Gibbons v. Goldsmith

222 F. 826 | 9th Cir. | 1915

GILBERT, Circuit Judge

(after stating the facts as above). This case presents the beclouded question which arises in nearly every case in which review of decisions in bankruptcy is sought in an appellate court. Is the remedy by appeal or by petition to revise? Is the judgment to be reviewed a step in a bankruptcy proceeding, or is it a controversy arising in a bankruptcy proceeding? The answer to the question in a case of this kind depends upon the nature of the proceeding in the bankruptcy court, and the questions which are to be presented for review to the appellate court. It is to be observed that the petitioner in this case does not attempt to bring before this court the merits of a controversy which was decided in the court below. She presents only the question of the jurisdiction of that court to deal with the subject-matter of the proceeding. The prayer of her petition is that it be adjudged that the District Court had no jurisdiction over any of the funds realized from the community property or the sale thereof, and had no jurisdiction to sell or dispose of said property, and no jurisdiction to determine in a summary proceeding the rights of the petitioner in or to said funds or said lands.
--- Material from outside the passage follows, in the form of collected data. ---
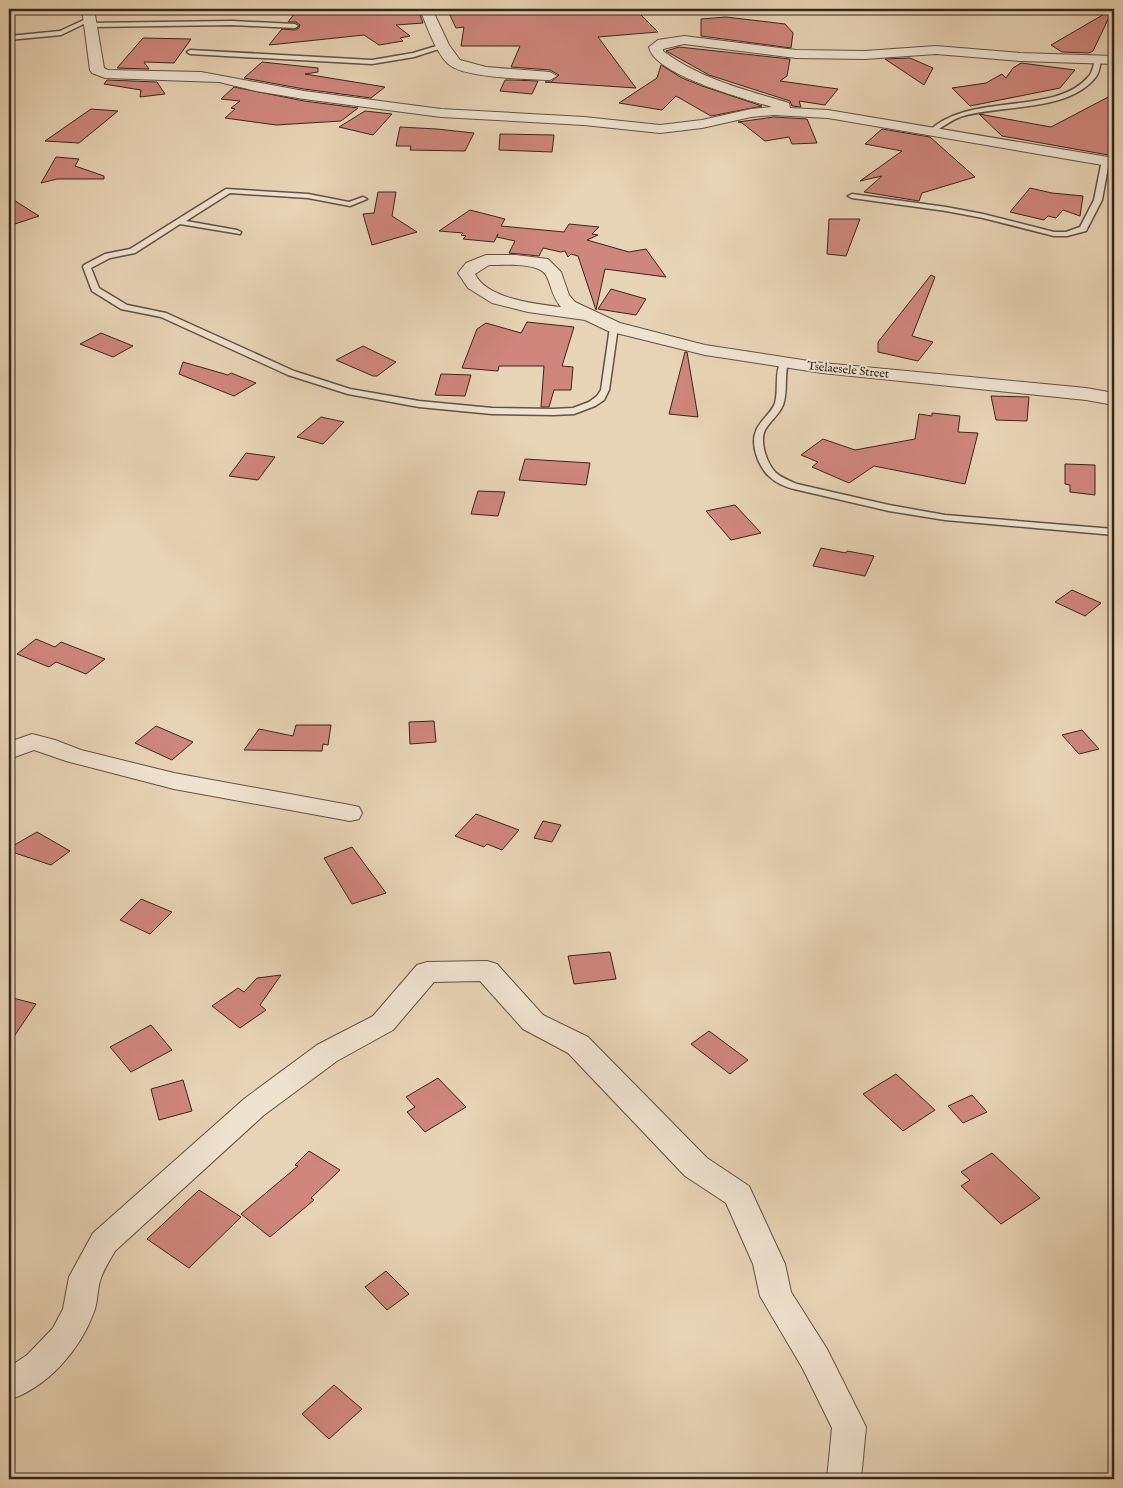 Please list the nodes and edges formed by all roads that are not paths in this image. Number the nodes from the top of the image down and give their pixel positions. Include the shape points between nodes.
1 (426, 9) edge
2 (89, 18) edge
3 (295, 26) dead end
4 (9, 38) edge
5 (443, 46) junction
6 (190, 52) dead end
7 (1098, 60) junction
8 (1114, 60) edge
9 (550, 76) dead end
10 (800, 112) junction
11 (931, 132) junction
12 (1110, 162) edge
13 (852, 196) dead end
14 (363, 199) dead end
15 (179, 222) junction
16 (237, 232) dead end
17 (588, 315) junction
18 (614, 327) junction
19 (784, 363) junction
20 (1114, 399) edge
21 (1114, 532) edge
22 (9, 751) edge
23 (350, 813) dead end
24 (9, 1384) edge
25 (844, 1479) edge

1 - 5 street
2 - 3 lane
2 - 4 lane via 61,34
2 - 10 street via 97,70 105,74 201,76 304,95 441,113 584,121 660,130 750,113
5 - 6 lane via 372,62
5 - 9 street via 456,63 483,70
7 - 8 street
7 - 10 street via 1020,58 936,50 864,55 796,54 684,40 656,47 657,53 666,61 688,74
7 - 11 lane via 1098,69 1079,90 1026,104 978,110 957,116
10 - 11 street
11 - 12 street
12 - 13 lane via 1098,200 1083,229 1067,234 1039,232 946,209
14 - 15 lane via 350,204 308,196 229,191
15 - 16 lane
15 - 18 lane via 132,251 108,256 87,267 95,289 124,307 163,315 291,373 348,391 419,404 492,411 574,411 601,398 605,390
17 - 17 street, Tselaesele Street via 569,306 561,296 553,272 542,263 486,260 466,273 473,285 498,300
17 - 18 street, Tselaesele Street
18 - 19 street, Tselaesele Street via 705,350
19 - 20 street, Tselaesele Street
19 - 21 lane via 780,403 760,429 758,440 771,474 781,480 794,486 921,514 1070,525
22 - 23 street via 32,742 174,781
24 - 25 street via 39,1365 66,1338 80,1311 85,1277 104,1242 254,1107 327,1053 383,1023 428,972 487,972 533,1022 578,1045 696,1167 738,1195 769,1264 776,1296 815,1359 850,1427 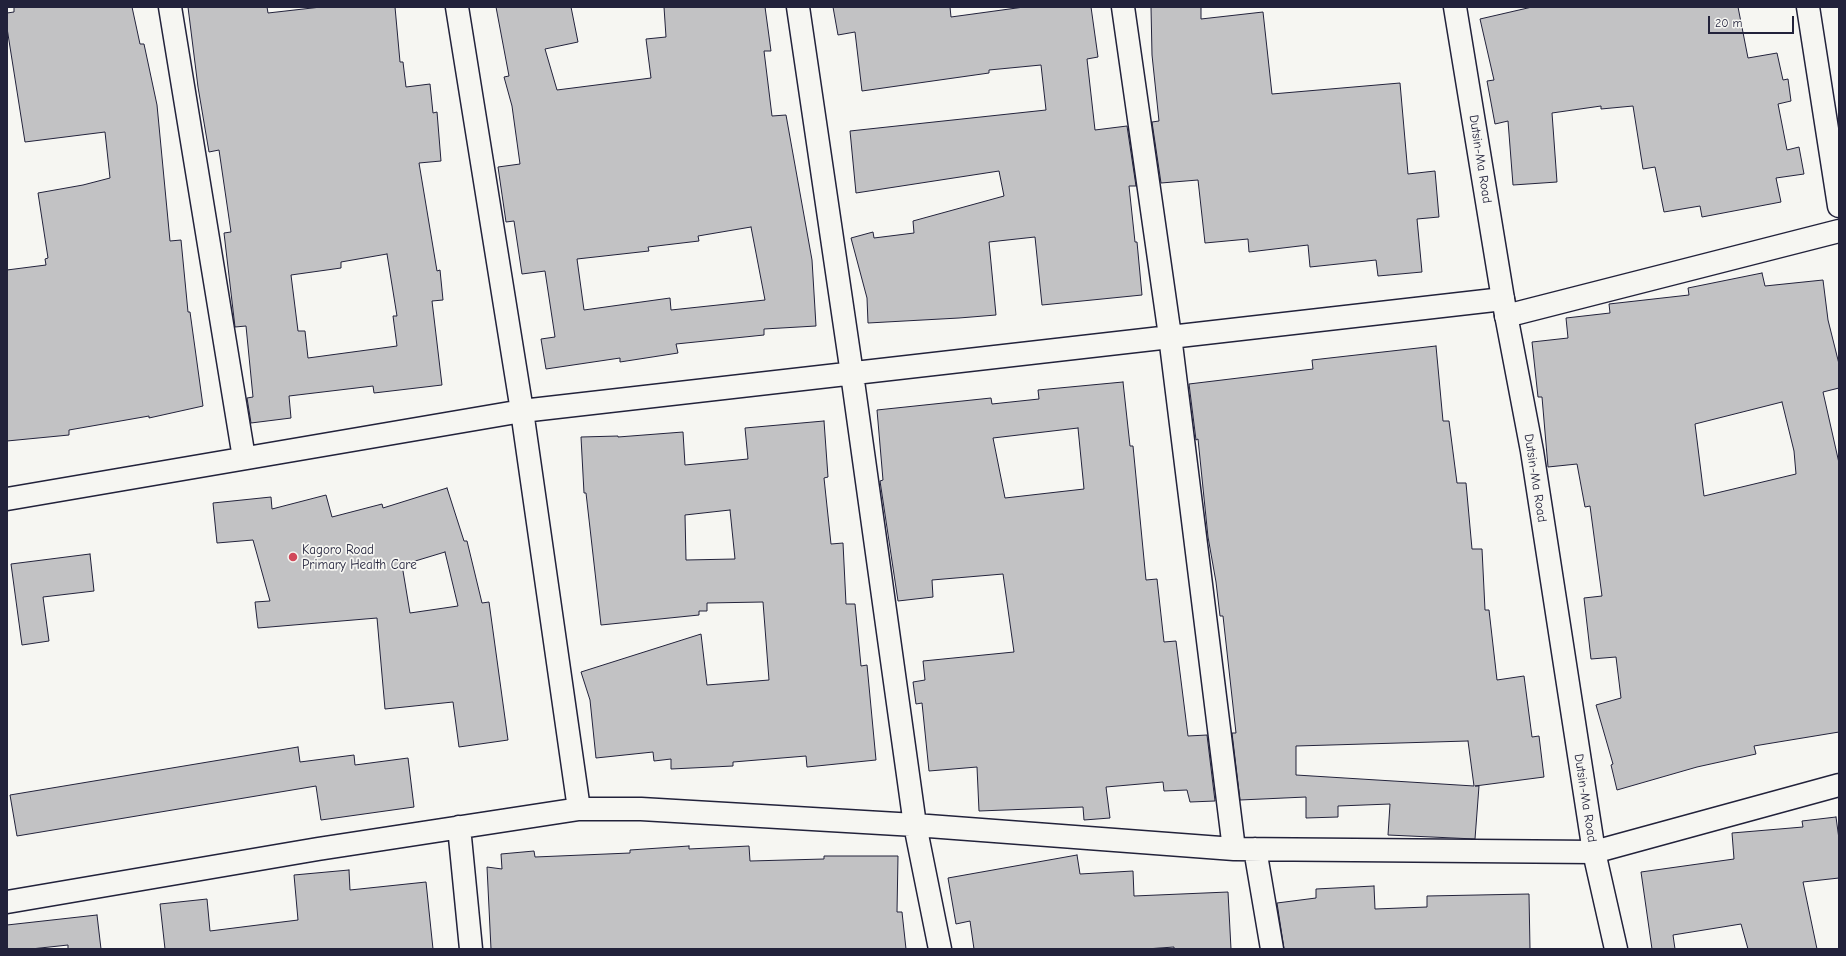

[1] If the petitioner were here seeking a reversal of the judgment on the merits, and asserting the adverse right to receive all or a portion of the funds in the hands of the court in the proceeding which was instituted therein, her remedy would clearly be by appeal. For where-éver, in a proceeding such as this, a third person intervenes in the bankruptcy court and asserts an independent and superior title to the property held by the trustee, claiming the right to recover and remove the same from the jurisdiction of the bankruptcy court as part of the estate to be administered, he institutes a controversy in a bankruptcy proceeding, whether he intervenes by an original petition, or is brought into court upon the application of the trustee, and to review the judgment of that court his remedy is by an appeal under the provisions of section 24b. Coder v. Arts, 213 U. S. 223, 29 Sup. Ct. 436, 53 L. Ed. 772, 16 Ann. Cas. 1008; Hewit v. Berlin Machine Works, 194 U. S. 296, 24 Sup. Ct. 690, 48 L. Ed. 986; Knapp v. Milwaukee Trust Co., 216 U. S. 545, 30 Sup. Ct. 412, 54 L. Ed. 610; Houghton v. Burden, 228 U. S. 161, 33 Sup. Ct. 491, 57 L. Ed. 780; Loeser v. Savings Deposit Bank & Trust Co., 163 Fed. 212, 89 C. C. A. 642; In re Hartzell, 209 Fed. 775, 126 C. C. A. 499; In re McMahon, 147 Fed. 685, 77 C. C. A. 668; In re Moody (D. C.) 131 Fed. 525; In re Rochford, 124 Fed. 182, 59 C. C. A. 388; Galbraith v. Robson-Hilliard Grocery Co., 216 Fed. 842, 133 C. C. A. 46.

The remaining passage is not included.